» **What you are asked to do**: All entries given below are to be returned word for word.

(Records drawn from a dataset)

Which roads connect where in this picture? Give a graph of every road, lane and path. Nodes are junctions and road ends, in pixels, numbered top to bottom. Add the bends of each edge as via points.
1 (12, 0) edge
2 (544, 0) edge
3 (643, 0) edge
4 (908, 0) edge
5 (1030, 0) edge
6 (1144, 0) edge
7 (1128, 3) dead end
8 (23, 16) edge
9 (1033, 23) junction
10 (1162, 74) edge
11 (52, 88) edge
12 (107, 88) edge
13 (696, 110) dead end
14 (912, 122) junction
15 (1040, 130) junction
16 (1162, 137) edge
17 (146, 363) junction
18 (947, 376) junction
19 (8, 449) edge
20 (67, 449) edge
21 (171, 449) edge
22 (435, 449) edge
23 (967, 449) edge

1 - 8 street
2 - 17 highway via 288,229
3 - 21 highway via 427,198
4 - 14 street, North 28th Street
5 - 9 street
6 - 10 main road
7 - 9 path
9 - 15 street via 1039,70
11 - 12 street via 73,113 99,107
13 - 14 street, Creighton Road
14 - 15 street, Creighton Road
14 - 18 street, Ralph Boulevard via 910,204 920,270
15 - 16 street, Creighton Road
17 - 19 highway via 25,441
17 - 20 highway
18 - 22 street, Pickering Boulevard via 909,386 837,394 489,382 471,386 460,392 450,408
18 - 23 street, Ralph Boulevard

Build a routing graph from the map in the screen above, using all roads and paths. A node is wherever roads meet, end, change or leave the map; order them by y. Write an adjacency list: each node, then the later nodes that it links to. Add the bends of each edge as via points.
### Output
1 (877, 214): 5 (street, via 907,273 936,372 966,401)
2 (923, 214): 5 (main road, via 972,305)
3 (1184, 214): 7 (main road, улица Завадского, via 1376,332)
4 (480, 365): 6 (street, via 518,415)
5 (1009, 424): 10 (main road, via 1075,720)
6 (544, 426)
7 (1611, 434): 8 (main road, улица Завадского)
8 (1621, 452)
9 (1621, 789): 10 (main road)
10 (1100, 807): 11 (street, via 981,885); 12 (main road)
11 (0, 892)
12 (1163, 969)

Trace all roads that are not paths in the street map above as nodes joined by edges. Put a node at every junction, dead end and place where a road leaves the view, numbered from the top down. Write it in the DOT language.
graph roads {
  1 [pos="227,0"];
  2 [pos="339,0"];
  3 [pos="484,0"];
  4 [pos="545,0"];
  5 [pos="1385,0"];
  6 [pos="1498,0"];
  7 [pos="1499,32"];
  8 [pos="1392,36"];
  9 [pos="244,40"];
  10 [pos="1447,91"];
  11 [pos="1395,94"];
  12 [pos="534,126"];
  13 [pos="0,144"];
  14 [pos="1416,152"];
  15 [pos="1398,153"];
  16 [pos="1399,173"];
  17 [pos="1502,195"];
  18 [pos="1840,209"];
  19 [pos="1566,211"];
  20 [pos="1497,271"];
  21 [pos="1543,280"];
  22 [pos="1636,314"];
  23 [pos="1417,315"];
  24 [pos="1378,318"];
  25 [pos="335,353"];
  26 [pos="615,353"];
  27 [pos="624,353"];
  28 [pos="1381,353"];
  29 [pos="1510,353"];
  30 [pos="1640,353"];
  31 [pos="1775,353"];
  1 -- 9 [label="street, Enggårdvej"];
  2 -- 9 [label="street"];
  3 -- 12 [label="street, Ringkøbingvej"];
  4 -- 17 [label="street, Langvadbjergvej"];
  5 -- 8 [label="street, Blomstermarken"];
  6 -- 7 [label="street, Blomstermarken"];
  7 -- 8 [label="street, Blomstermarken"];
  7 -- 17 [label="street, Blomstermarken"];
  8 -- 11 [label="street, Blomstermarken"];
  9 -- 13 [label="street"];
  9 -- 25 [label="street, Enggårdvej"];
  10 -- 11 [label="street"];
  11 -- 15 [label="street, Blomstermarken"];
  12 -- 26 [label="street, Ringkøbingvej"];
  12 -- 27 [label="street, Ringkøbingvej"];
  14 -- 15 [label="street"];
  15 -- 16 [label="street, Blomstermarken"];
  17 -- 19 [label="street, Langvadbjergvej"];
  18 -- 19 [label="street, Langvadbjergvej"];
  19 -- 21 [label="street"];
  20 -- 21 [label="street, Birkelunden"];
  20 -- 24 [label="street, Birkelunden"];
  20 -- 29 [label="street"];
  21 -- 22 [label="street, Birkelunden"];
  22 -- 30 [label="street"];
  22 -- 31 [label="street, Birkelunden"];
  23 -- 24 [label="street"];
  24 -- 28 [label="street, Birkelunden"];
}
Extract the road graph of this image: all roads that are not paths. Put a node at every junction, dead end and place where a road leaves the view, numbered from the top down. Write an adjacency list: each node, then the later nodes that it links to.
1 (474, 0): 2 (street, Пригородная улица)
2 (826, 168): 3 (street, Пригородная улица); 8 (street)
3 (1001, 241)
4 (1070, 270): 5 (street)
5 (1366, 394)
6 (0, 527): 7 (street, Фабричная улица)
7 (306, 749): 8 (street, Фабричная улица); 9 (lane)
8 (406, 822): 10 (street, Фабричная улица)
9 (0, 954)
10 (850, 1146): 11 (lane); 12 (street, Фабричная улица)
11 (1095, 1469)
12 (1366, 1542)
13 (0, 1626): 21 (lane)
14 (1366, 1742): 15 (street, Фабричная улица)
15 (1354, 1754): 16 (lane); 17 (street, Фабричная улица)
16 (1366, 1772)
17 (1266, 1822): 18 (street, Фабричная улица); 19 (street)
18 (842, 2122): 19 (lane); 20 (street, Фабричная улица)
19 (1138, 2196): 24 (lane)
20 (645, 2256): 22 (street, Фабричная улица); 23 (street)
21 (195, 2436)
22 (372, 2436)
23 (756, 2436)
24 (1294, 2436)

» **Result**:
Which roads connect where in this picture? Give a graph of every road, lane and path. Nodes are junctions and road ends, in pixels, numbered top to bottom. Add the bends of each edge as via points.
1 (12, 0) edge
2 (544, 0) edge
3 (643, 0) edge
4 (908, 0) edge
5 (1030, 0) edge
6 (1144, 0) edge
7 (1128, 3) dead end
8 (23, 16) edge
9 (1033, 23) junction
10 (1162, 74) edge
11 (52, 88) edge
12 (107, 88) edge
13 (696, 110) dead end
14 (912, 122) junction
15 (1040, 130) junction
16 (1162, 137) edge
17 (146, 363) junction
18 (947, 376) junction
19 (8, 449) edge
20 (67, 449) edge
21 (171, 449) edge
22 (435, 449) edge
23 (967, 449) edge

1 - 8 street
2 - 17 highway via 288,229
3 - 21 highway via 427,198
4 - 14 street, North 28th Street
5 - 9 street
6 - 10 main road
7 - 9 path
9 - 15 street via 1039,70
11 - 12 street via 73,113 99,107
13 - 14 street, Creighton Road
14 - 15 street, Creighton Road
14 - 18 street, Ralph Boulevard via 910,204 920,270
15 - 16 street, Creighton Road
17 - 19 highway via 25,441
17 - 20 highway
18 - 22 street, Pickering Boulevard via 909,386 837,394 489,382 471,386 460,392 450,408
18 - 23 street, Ralph Boulevard

Build a routing graph from the map in the screen above, using all roads and paths. A node is wherever roads meet, end, change or leave the map; order them by y. Write an adjacency list: each node, then the later nodes that it links to. Add the bends of each edge as via points.
### Output
1 (877, 214): 5 (street, via 907,273 936,372 966,401)
2 (923, 214): 5 (main road, via 972,305)
3 (1184, 214): 7 (main road, улица Завадского, via 1376,332)
4 (480, 365): 6 (street, via 518,415)
5 (1009, 424): 10 (main road, via 1075,720)
6 (544, 426)
7 (1611, 434): 8 (main road, улица Завадского)
8 (1621, 452)
9 (1621, 789): 10 (main road)
10 (1100, 807): 11 (street, via 981,885); 12 (main road)
11 (0, 892)
12 (1163, 969)

Trace all roads that are not paths in the street map above as nodes joined by edges. Put a node at every junction, dead end and place where a road leaves the view, numbered from the top down. Write it in the DOT language.
graph roads {
  1 [pos="227,0"];
  2 [pos="339,0"];
  3 [pos="484,0"];
  4 [pos="545,0"];
  5 [pos="1385,0"];
  6 [pos="1498,0"];
  7 [pos="1499,32"];
  8 [pos="1392,36"];
  9 [pos="244,40"];
  10 [pos="1447,91"];
  11 [pos="1395,94"];
  12 [pos="534,126"];
  13 [pos="0,144"];
  14 [pos="1416,152"];
  15 [pos="1398,153"];
  16 [pos="1399,173"];
  17 [pos="1502,195"];
  18 [pos="1840,209"];
  19 [pos="1566,211"];
  20 [pos="1497,271"];
  21 [pos="1543,280"];
  22 [pos="1636,314"];
  23 [pos="1417,315"];
  24 [pos="1378,318"];
  25 [pos="335,353"];
  26 [pos="615,353"];
  27 [pos="624,353"];
  28 [pos="1381,353"];
  29 [pos="1510,353"];
  30 [pos="1640,353"];
  31 [pos="1775,353"];
  1 -- 9 [label="street, Enggårdvej"];
  2 -- 9 [label="street"];
  3 -- 12 [label="street, Ringkøbingvej"];
  4 -- 17 [label="street, Langvadbjergvej"];
  5 -- 8 [label="street, Blomstermarken"];
  6 -- 7 [label="street, Blomstermarken"];
  7 -- 8 [label="street, Blomstermarken"];
  7 -- 17 [label="street, Blomstermarken"];
  8 -- 11 [label="street, Blomstermarken"];
  9 -- 13 [label="street"];
  9 -- 25 [label="street, Enggårdvej"];
  10 -- 11 [label="street"];
  11 -- 15 [label="street, Blomstermarken"];
  12 -- 26 [label="street, Ringkøbingvej"];
  12 -- 27 [label="street, Ringkøbingvej"];
  14 -- 15 [label="street"];
  15 -- 16 [label="street, Blomstermarken"];
  17 -- 19 [label="street, Langvadbjergvej"];
  18 -- 19 [label="street, Langvadbjergvej"];
  19 -- 21 [label="street"];
  20 -- 21 [label="street, Birkelunden"];
  20 -- 24 [label="street, Birkelunden"];
  20 -- 29 [label="street"];
  21 -- 22 [label="street, Birkelunden"];
  22 -- 30 [label="street"];
  22 -- 31 [label="street, Birkelunden"];
  23 -- 24 [label="street"];
  24 -- 28 [label="street, Birkelunden"];
}
Extract the road graph of this image: all roads that are not paths. Put a node at every junction, dead end and place where a road leaves the view, numbered from the top down. Write an adjacency list: each node, then the later nodes that it links to.
1 (474, 0): 2 (street, Пригородная улица)
2 (826, 168): 3 (street, Пригородная улица); 8 (street)
3 (1001, 241)
4 (1070, 270): 5 (street)
5 (1366, 394)
6 (0, 527): 7 (street, Фабричная улица)
7 (306, 749): 8 (street, Фабричная улица); 9 (lane)
8 (406, 822): 10 (street, Фабричная улица)
9 (0, 954)
10 (850, 1146): 11 (lane); 12 (street, Фабричная улица)
11 (1095, 1469)
12 (1366, 1542)
13 (0, 1626): 21 (lane)
14 (1366, 1742): 15 (street, Фабричная улица)
15 (1354, 1754): 16 (lane); 17 (street, Фабричная улица)
16 (1366, 1772)
17 (1266, 1822): 18 (street, Фабричная улица); 19 (street)
18 (842, 2122): 19 (lane); 20 (street, Фабричная улица)
19 (1138, 2196): 24 (lane)
20 (645, 2256): 22 (street, Фабричная улица); 23 (street)
21 (195, 2436)
22 (372, 2436)
23 (756, 2436)
24 (1294, 2436)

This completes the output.